Kata Papua

Pemerintah Percepat Pemerataan Energi Lewat Program Listrik Desa - Kata Papua

Pemerintah Percepat Pemerataan Energi Lewat Program Listrik Desa

Facebook
Twitter
LinkedIn
WhatsApp

Pemerintah Percepat Pemerataan Energi Lewat Program Listrik Desa

Oleh: Indah Hapsari

Pemerintah terus menunjukkan komitmennya dalam membangun pemerataan akses energi melalui pelaksanaan Program Listrik Desa (Lisdes) yang difokuskan pada wilayah-wilayah terpencil, terdepan, dan tertinggal (3T). Inisiatif ini merupakan bagian dari agenda besar nasional untuk mendorong inklusi energi sekaligus memperkuat ketahanan nasional di sektor ketenagalistrikan. Dengan target ambisius, pemerintah menargetkan sekitar 780 ribu rumah tangga di wilayah 3T akan menikmati akses listrik pada periode 2025 hingga 2029.

 

 

 

 

Pemerintah menyadari masih adanya sejumlah warga yang belum menikmati layanan dasar seperti listrik dan kini bergerak cepat untuk menuntaskannya di era Presiden Prabowo Subianto.
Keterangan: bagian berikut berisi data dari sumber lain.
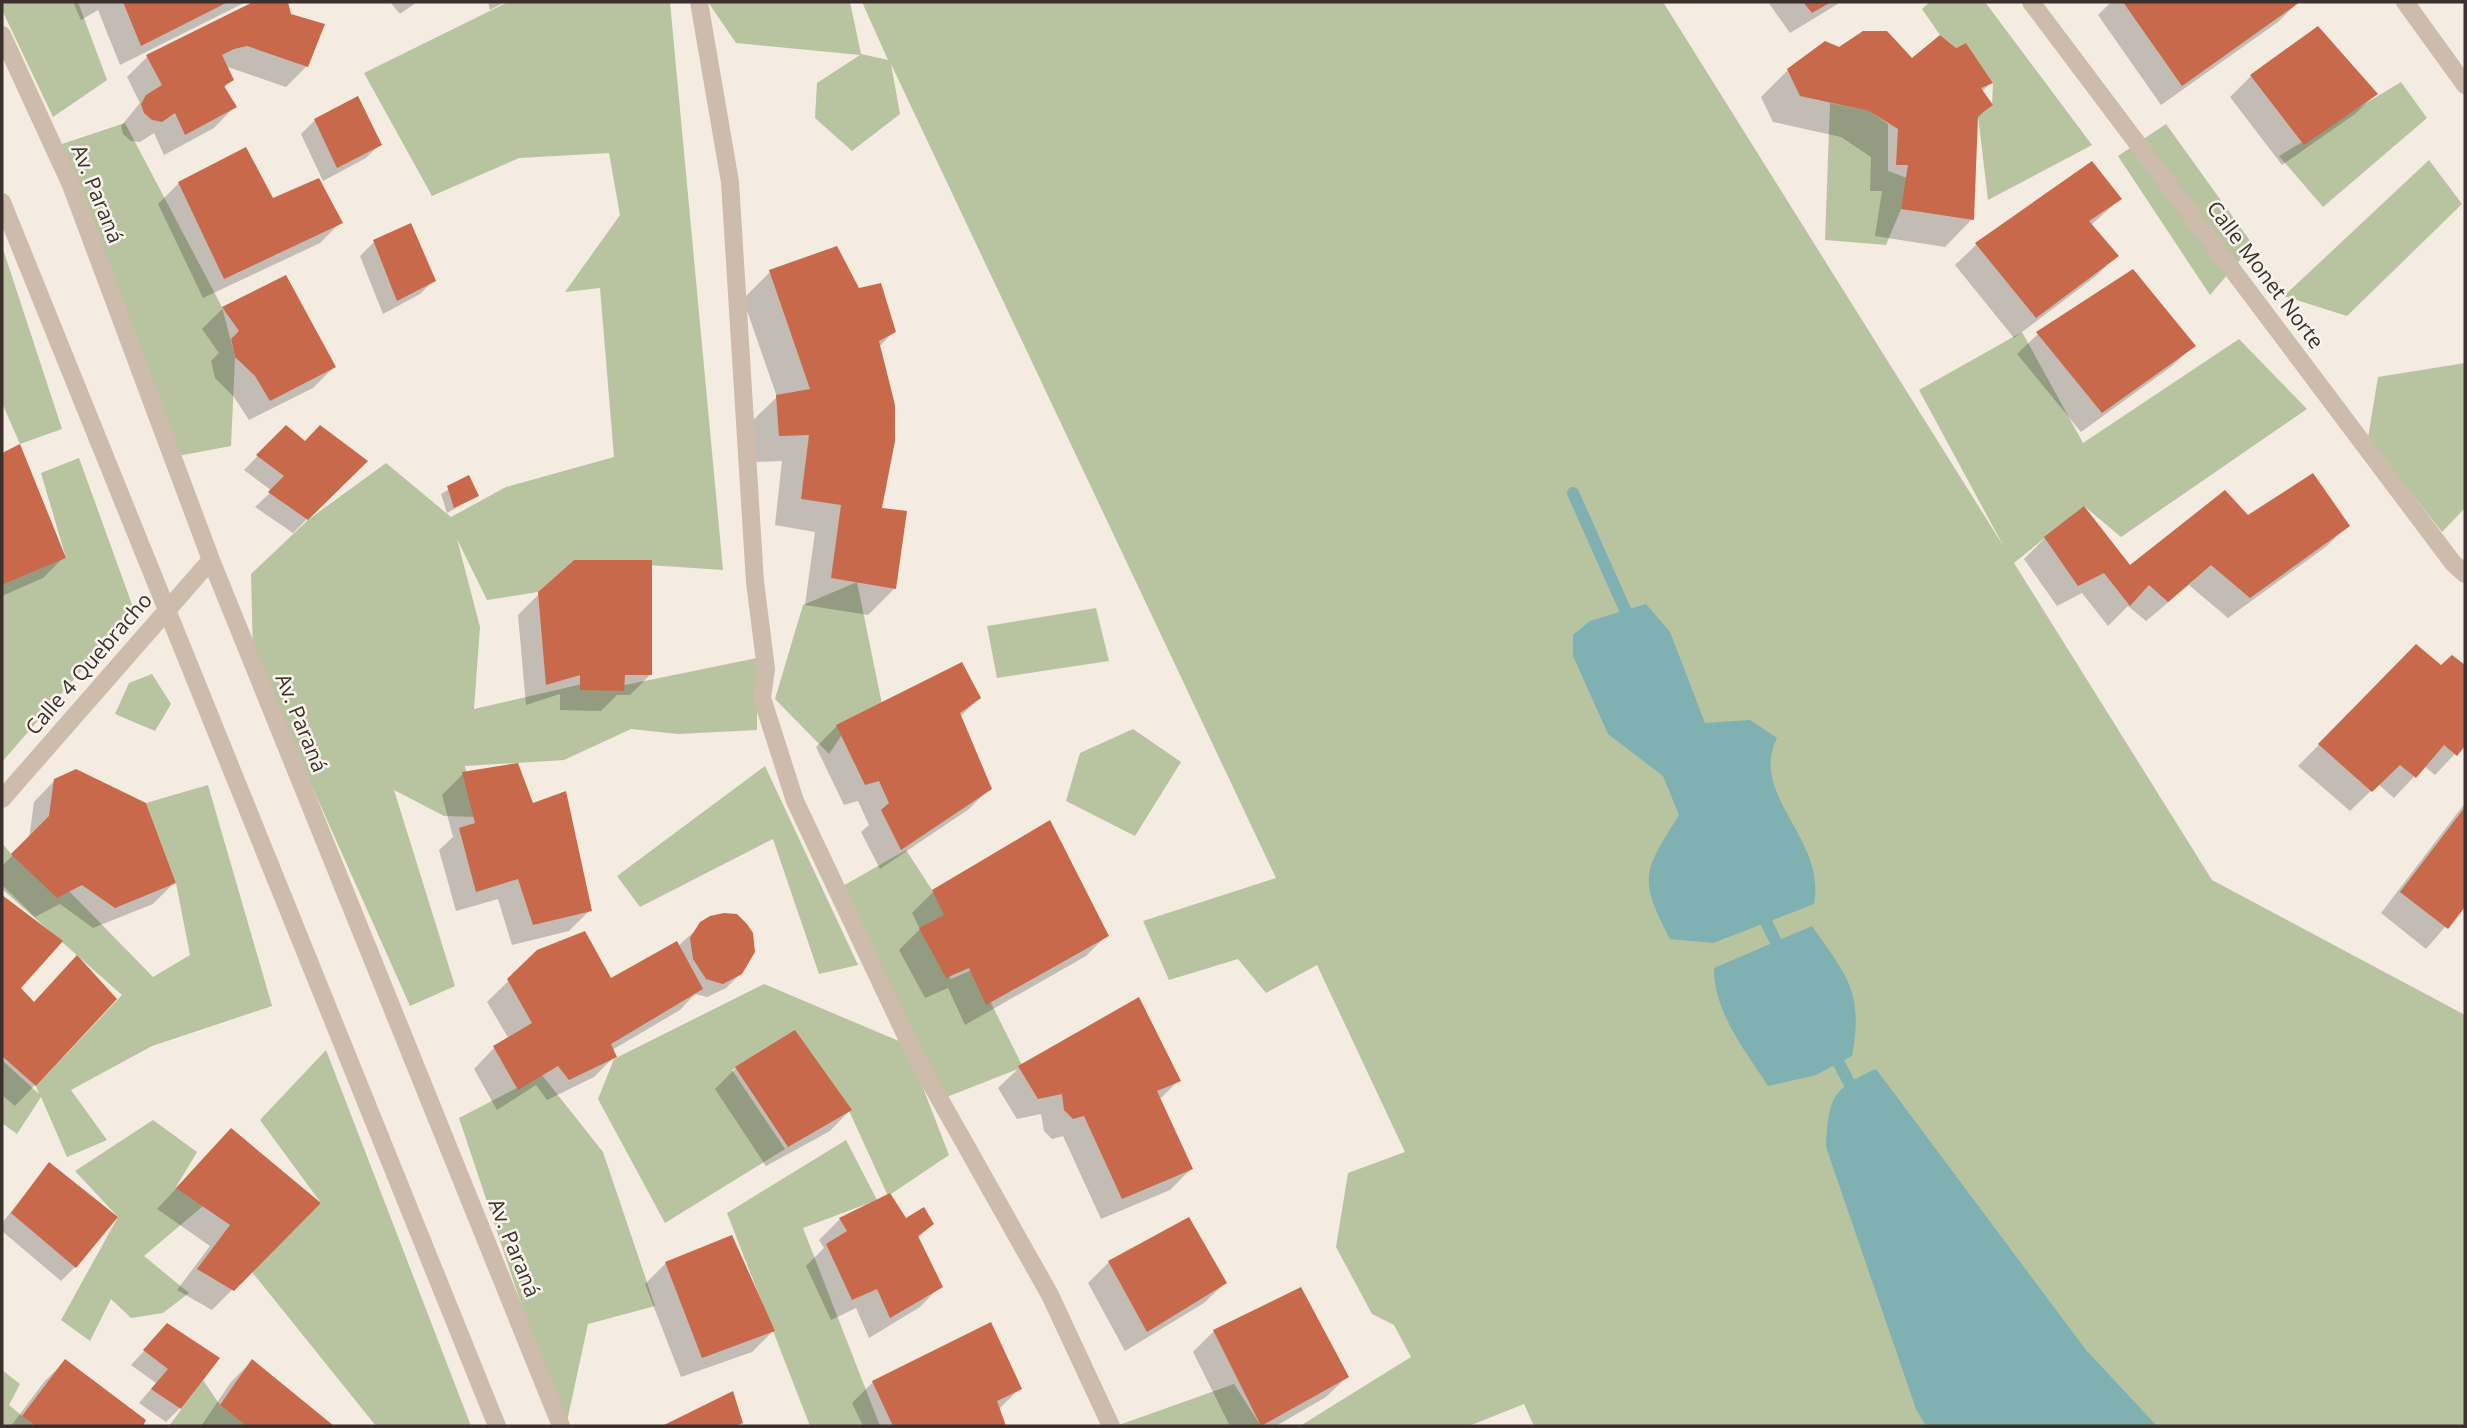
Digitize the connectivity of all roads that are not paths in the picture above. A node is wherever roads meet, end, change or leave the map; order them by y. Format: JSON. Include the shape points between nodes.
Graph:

Pemerintah melihat keterhubungan listrik bukan sekadar sebagai pemenuhan kebutuhan dasar, tetapi sebagai instrumen penting dalam meningkatkan kesejahteraan rakyat, membuka peluang ekonomi, dan memperluas akses terhadap pendidikan dan layanan publik lainnya.

 

 

 

 

Presiden Prabowo Subianto dalam arahannya telah menetapkan agar dalam lima tahun ke depan seluruh wilayah yang belum mendapat layanan listrik bisa terjangkau oleh infrastruktur ketenagalistrikan nasional. Presiden Prabowo menilai pentingnya mengatasi hambatan pemerataan listrik sebagai bentuk komitmen moral pemerintah saat ini untuk melanjutkan upaya pemerataan dari pemerintahan sebelumnya. Oleh karena itu, pembangunan fasilitas ketenagalistrikan menjadi salah satu prioritas utama pemerintahan saat ini.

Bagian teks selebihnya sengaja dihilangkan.